BRIP: Towards a privacy-preserving, trustworthy, and transparent ride-sharing system with semantic matching powered by blockchain and IPFS

This paper introduces a decentralized ride-sharing system called BRIP that utilizes blockchain technology. BRIP addresses various issues commonly associated with centralized ride-sharing such as single points of failure, privacy violations, lack of security and transparency, and distributed denial of service (DDoS) attacks, by utilizing the blockchain. It also integrates the Interplanetary File System (IPFS) with blockchain to move ridesharing data from the blockchain to the IPFS and retaining only a compact IPFS hash for storage. This integration resolves the scalability challenges associated with storing and handling large volumes of ride-sharing data on the blockchain. However, the use of blockchain technology alone, even with IPFS integration, does not guarantee complete solutions for privacy, security, transparency, and trust. Therefore, to ensure security and privacy in BRIP, ride-sharing data is encrypted before being stored in the IPFS and blockchain, as well as processing these data. This paper also implements pseudonyms, unlinkability, and encryption techniques to protect users' privacy.
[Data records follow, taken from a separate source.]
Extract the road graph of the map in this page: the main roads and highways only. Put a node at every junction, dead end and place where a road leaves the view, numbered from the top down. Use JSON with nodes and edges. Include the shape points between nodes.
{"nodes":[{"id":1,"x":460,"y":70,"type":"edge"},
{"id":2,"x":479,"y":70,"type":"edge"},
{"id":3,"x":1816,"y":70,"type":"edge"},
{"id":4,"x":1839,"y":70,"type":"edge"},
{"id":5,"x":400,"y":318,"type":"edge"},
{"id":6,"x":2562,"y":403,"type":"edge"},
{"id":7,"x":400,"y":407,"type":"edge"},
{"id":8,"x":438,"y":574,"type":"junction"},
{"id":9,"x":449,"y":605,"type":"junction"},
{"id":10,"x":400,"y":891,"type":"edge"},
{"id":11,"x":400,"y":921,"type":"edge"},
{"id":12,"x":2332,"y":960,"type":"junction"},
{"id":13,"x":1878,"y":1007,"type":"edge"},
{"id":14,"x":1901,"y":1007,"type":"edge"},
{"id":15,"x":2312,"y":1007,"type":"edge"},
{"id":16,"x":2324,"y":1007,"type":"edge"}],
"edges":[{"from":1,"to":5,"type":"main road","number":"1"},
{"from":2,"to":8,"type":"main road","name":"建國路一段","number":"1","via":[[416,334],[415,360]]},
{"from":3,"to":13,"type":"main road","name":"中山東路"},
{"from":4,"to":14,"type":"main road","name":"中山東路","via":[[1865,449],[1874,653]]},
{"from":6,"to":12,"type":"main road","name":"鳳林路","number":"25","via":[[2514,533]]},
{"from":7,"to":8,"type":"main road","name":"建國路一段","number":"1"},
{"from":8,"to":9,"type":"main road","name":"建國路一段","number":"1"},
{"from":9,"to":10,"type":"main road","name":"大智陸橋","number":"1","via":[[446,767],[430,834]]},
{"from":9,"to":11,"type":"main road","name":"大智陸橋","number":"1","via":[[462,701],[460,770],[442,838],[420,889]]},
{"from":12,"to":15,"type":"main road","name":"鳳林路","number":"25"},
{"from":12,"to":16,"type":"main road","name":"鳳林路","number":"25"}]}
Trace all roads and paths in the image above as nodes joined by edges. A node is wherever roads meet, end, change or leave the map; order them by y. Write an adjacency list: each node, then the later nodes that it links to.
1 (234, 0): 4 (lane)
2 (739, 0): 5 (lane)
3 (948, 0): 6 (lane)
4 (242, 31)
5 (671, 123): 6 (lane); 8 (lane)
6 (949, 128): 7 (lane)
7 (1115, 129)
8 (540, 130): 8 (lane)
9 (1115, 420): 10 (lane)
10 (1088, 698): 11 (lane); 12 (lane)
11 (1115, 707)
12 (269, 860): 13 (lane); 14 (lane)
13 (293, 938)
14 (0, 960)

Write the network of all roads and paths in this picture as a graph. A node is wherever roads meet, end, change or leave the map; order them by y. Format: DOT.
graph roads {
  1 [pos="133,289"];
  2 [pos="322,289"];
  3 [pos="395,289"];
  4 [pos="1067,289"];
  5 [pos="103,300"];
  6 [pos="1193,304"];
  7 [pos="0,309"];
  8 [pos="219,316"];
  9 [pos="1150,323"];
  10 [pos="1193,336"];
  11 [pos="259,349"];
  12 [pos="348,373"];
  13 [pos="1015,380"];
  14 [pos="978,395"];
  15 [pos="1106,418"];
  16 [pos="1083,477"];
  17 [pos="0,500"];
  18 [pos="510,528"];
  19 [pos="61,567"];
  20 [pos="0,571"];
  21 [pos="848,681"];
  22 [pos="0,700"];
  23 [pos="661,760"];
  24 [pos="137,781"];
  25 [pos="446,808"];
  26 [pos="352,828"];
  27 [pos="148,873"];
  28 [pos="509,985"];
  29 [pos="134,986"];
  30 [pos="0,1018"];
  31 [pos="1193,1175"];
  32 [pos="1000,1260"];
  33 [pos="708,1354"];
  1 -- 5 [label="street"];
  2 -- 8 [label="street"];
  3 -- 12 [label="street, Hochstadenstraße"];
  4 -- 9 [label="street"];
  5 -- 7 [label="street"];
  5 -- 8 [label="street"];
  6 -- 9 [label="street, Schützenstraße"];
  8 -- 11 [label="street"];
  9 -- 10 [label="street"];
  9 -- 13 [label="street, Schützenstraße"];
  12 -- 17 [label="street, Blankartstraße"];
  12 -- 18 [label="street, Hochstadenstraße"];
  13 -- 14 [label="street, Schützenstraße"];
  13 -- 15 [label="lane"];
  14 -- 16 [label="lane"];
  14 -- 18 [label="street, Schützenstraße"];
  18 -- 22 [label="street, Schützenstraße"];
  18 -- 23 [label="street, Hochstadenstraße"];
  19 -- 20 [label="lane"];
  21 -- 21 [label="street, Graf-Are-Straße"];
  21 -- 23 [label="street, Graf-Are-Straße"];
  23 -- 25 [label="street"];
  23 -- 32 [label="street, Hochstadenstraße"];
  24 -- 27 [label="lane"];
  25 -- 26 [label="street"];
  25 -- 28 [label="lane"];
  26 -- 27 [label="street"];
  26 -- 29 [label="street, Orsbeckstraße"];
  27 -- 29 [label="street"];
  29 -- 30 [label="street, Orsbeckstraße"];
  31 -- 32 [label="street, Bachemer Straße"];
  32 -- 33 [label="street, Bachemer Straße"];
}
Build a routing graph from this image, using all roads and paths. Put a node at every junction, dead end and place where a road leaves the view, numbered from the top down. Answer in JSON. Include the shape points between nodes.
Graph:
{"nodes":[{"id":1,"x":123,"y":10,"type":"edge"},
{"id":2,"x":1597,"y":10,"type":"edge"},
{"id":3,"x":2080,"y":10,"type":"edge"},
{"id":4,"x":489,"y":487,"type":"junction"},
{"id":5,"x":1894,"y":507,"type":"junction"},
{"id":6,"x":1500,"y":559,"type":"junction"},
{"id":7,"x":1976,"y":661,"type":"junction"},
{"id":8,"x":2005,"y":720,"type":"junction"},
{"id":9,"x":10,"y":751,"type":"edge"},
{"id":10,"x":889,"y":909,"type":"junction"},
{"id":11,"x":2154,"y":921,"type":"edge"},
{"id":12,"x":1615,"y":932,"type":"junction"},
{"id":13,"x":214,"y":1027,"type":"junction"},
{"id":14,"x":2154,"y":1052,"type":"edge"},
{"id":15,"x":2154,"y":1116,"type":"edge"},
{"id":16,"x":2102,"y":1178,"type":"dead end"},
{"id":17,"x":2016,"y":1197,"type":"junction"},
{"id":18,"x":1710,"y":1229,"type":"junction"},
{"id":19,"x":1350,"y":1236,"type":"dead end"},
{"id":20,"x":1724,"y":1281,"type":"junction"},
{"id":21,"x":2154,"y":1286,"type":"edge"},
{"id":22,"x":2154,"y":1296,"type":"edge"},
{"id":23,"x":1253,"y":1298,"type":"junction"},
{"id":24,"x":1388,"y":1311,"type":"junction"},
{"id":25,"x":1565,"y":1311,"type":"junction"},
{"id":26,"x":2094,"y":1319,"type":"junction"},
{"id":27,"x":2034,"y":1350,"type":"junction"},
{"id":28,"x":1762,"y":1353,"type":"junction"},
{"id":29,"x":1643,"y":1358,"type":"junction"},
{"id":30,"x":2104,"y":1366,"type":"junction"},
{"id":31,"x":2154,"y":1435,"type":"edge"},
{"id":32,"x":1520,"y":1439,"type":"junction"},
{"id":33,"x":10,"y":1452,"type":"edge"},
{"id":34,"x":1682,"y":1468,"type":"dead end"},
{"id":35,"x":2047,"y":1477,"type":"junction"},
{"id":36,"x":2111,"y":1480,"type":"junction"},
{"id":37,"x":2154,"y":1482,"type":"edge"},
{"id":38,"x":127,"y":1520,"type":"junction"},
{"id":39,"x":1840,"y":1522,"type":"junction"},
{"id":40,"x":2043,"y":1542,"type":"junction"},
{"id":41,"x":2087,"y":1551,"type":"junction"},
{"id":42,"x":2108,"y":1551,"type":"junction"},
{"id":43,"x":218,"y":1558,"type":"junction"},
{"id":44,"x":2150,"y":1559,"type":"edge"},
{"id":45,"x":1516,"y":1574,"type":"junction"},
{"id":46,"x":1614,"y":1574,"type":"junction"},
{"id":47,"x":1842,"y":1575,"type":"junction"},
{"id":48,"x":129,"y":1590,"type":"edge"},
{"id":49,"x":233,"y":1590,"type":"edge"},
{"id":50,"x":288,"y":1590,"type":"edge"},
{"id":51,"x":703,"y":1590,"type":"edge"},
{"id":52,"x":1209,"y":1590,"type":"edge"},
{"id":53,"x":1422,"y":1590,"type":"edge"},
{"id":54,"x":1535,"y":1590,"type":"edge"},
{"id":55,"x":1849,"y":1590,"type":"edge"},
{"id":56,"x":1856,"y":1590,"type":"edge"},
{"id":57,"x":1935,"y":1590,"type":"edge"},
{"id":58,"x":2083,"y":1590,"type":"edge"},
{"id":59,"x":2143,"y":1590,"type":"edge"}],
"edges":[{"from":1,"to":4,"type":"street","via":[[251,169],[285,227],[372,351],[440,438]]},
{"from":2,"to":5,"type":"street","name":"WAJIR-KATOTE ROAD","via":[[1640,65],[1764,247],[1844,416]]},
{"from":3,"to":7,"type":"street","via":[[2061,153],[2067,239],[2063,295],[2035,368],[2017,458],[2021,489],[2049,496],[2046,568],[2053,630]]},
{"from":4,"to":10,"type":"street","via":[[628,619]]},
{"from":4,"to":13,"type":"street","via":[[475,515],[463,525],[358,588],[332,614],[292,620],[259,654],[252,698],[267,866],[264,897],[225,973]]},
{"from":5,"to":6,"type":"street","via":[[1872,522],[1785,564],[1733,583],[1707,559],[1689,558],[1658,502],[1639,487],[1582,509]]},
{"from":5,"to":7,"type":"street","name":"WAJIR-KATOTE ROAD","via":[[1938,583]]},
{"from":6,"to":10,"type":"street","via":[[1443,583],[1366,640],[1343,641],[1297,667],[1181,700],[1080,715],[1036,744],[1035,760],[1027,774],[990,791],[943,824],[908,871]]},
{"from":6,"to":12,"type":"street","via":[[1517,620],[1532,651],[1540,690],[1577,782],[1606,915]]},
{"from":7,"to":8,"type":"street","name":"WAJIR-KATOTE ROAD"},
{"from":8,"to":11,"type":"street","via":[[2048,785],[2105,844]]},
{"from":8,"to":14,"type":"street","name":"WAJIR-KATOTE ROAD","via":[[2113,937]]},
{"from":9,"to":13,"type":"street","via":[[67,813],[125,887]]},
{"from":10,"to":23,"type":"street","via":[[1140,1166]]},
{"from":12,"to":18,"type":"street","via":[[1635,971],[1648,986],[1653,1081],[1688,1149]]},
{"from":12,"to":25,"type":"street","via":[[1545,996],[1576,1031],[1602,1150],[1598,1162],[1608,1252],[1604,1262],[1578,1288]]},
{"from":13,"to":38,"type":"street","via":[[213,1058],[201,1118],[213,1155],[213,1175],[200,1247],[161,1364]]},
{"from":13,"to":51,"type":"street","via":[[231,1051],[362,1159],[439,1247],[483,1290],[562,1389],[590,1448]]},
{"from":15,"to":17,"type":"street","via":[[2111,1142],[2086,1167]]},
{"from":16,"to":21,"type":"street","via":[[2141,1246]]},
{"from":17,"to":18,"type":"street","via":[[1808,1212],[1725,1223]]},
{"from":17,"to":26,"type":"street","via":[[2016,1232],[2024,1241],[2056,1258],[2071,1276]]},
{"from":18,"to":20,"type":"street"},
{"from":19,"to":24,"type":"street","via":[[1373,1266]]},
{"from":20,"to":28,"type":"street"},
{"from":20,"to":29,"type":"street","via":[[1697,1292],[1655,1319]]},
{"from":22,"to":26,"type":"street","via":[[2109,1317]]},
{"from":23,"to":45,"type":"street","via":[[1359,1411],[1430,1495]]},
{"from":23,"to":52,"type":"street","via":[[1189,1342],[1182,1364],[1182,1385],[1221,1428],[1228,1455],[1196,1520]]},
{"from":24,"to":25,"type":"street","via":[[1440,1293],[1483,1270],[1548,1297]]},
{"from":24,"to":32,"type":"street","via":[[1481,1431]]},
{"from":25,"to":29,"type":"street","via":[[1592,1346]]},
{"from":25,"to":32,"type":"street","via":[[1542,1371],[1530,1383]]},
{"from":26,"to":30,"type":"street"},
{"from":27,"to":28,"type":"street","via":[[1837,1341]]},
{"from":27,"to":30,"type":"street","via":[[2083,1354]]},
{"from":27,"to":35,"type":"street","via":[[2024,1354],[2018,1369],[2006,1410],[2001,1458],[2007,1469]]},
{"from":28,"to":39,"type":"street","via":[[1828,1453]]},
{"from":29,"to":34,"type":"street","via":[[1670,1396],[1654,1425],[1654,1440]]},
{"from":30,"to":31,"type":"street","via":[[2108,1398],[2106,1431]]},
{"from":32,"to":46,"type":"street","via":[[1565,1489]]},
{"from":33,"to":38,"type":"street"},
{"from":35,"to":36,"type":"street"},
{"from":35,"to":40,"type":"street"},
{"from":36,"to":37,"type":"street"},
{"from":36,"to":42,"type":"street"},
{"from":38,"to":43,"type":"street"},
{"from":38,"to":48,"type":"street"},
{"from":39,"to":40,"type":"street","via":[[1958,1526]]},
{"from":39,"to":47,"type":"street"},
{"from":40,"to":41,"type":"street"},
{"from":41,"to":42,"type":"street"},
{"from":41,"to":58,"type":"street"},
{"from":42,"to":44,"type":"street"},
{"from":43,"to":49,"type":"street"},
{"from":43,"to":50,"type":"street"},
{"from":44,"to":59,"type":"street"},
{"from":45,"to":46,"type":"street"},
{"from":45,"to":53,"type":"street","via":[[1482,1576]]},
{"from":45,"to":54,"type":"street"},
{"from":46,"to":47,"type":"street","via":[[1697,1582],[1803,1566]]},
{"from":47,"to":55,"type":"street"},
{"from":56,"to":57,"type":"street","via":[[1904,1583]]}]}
To establish trust among users and ensure transparency of all ride-sharing transactions, we proposed an enhanced methodology by leveraging the capabilities of blockchain technology and smart contracts. This methodology is also designed in a way that helps in privacy-preservation, trust, and transparency. Furthermore, the trade-off between privacy-preservation is still a challenge in blockchain-based ride-sharing systems, which is resolved through semantic matching. Therefore, the paper proposes two semantic models, COR2Vec and customized Time2Vec, to accurately and semantically match, spatially and temporarily respectively, users while preserving their privacy. Finally, experimental results demonstrate the effectiveness and efficiency of the proposed BRIP system.